The first half of this book was like reading about a mother struggling to adapt to her new lifestyle with 2 kids, while reminiscing about who she used to be back in New York when she was much younger. Now, she doesn’t write as much as she used to, she doesn’t have time. I liked how the book explore this concept of belonging. She no longer belonged to herself. Every time she took care of her kids instead of writing, she lost a piece of herself and gave it to her family. She often says she has no air, or that she’s short of breath and I like to think that it’s due to that constant battle between motherhood and her passion for writing. I think this quote sums up what I’m trying to explain pretty well: “I give her my hand back and she loves me again” (p. 21). She gives a piece of her self to her baby, stoping her from working and making her baby happy.
When the book started I guess shifting towards Owen’s point of view, I was so confused. I didn’t really understand what was happening. The woman is writing a book about Owen and Owen is writing a book about a woman in a red coat. They’re writing a book about each other without knowing it. I still don’t think I fully understood everything that was happening in the second half of the novel. Reality was being warped in that second half. The women’s husband left to go to Philadelphia, wait never mind he didn’t. I had no idea what was real and what wasn’t.
The ending left me with a migraine. The woman and her family are hiding under the kitchen table. Owen is on top of a kitchen table. Everyone hears cockroaches and mosquitoes. All the timelines in the novel merged and yet still I couldn’t make any sense of it. When I was reading the last page of the novel, I was like no way it ends here. It felt so incomplete. Just because of that I’d say I didn’t really enjoy the book. There were so many stories and characters and timelines within this one small novel, but they all felt unfinished.
Question of the week:
Why do you think the author didn’t give names to the woman, her husband, the baby and the boy? Why keep them nameless?
Nini, it is definitely like 5 different puzzles at the same time!
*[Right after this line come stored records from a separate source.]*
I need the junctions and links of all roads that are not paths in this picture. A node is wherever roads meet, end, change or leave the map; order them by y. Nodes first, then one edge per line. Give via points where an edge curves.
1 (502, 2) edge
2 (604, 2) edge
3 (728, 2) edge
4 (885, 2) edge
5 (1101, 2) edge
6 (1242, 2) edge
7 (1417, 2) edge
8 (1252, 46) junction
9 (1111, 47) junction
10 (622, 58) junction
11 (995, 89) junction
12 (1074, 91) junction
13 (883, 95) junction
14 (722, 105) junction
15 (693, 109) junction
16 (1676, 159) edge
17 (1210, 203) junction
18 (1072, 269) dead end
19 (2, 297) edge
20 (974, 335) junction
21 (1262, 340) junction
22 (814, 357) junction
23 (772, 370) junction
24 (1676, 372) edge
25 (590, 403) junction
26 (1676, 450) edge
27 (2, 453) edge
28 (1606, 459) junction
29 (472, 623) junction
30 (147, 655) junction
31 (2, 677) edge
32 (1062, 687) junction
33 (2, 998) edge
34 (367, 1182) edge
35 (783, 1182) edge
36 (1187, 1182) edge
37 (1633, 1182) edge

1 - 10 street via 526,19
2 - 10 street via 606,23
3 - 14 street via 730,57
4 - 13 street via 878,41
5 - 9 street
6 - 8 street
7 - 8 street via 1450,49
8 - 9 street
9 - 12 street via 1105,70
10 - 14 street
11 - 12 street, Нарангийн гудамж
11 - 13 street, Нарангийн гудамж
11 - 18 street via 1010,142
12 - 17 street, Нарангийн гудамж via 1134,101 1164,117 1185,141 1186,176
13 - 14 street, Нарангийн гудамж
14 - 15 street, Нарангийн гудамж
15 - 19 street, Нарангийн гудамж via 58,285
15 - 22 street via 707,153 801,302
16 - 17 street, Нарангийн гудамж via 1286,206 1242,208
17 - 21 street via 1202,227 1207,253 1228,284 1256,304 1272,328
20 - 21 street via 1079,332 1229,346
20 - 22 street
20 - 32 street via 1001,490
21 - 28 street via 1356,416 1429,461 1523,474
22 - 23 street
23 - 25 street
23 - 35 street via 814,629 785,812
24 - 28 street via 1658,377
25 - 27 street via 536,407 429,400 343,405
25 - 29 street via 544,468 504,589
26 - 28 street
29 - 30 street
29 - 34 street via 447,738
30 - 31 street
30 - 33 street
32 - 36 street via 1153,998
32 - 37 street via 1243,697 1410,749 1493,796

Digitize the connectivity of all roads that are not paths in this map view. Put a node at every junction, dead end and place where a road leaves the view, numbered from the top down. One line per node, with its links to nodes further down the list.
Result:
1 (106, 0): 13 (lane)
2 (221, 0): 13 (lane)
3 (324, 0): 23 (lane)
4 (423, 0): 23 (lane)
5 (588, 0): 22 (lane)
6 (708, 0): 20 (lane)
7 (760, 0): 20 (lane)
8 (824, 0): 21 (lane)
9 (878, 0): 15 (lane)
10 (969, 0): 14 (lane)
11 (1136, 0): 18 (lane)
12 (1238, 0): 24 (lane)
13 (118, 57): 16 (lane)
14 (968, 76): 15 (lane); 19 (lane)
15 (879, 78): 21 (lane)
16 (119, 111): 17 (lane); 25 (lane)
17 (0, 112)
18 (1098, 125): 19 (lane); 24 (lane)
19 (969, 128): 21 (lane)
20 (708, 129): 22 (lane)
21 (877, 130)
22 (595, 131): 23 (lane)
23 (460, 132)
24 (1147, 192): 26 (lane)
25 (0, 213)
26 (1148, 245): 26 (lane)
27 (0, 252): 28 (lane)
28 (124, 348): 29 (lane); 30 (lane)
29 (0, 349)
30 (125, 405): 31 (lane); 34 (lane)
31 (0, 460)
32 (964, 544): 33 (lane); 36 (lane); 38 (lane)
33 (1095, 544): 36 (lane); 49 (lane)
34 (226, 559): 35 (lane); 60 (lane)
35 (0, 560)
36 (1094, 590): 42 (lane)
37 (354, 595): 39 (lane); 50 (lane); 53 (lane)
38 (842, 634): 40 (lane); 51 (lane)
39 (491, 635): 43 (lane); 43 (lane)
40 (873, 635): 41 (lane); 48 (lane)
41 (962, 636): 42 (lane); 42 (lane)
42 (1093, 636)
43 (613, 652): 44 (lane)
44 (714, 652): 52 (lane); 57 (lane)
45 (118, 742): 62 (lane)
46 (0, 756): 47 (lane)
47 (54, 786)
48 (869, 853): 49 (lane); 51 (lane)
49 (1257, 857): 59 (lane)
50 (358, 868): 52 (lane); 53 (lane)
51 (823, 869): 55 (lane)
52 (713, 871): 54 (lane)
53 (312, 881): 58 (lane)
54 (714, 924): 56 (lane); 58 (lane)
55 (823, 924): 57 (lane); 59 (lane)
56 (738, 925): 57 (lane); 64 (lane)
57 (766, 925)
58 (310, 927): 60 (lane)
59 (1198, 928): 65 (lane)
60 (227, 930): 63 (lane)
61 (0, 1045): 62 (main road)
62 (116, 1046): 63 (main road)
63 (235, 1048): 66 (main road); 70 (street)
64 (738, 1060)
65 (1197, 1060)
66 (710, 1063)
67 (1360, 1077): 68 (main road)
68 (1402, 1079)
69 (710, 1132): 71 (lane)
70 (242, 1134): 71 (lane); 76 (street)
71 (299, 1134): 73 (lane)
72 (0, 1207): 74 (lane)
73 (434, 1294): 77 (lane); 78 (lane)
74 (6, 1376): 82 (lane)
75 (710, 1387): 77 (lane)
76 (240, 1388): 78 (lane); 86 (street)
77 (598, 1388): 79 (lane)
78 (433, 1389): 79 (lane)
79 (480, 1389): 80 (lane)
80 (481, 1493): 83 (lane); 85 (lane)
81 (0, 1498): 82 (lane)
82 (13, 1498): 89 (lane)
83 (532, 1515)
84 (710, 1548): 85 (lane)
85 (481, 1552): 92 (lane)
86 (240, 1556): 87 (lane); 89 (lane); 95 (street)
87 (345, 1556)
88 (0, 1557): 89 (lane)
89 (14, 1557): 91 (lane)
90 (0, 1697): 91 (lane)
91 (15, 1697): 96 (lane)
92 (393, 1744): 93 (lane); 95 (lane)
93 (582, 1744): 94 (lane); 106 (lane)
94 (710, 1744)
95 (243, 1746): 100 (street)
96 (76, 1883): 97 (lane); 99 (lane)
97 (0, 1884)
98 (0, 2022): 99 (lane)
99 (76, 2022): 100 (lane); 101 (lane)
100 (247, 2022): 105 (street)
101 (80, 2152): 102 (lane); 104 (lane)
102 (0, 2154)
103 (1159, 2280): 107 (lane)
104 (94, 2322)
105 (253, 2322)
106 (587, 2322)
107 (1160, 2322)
I think the word belonging encapsulates very well the theme of identity in the novel. It’s something pretty much all of the characters struggle with. You provided a very good example and a good quote to back your argument. I think there is an interesting contradiction that she feels without air and with less space in her present whereas her past, with what seems to be a smaller apartment and a number of people coming in and out of her apartment constantly fell more freeing. I’m sure we’ll go over the time frame in class!
Thanks for your comment!
– Tesi
Hi! I think that by keeping the characters nameless, Luiselli emphasizes their interconnectedness and the ways in which their lives intersect and overlap. In a novel where multiple narratives converge, the absence of names highlights the idea that individual identities are intertwined and interconnected.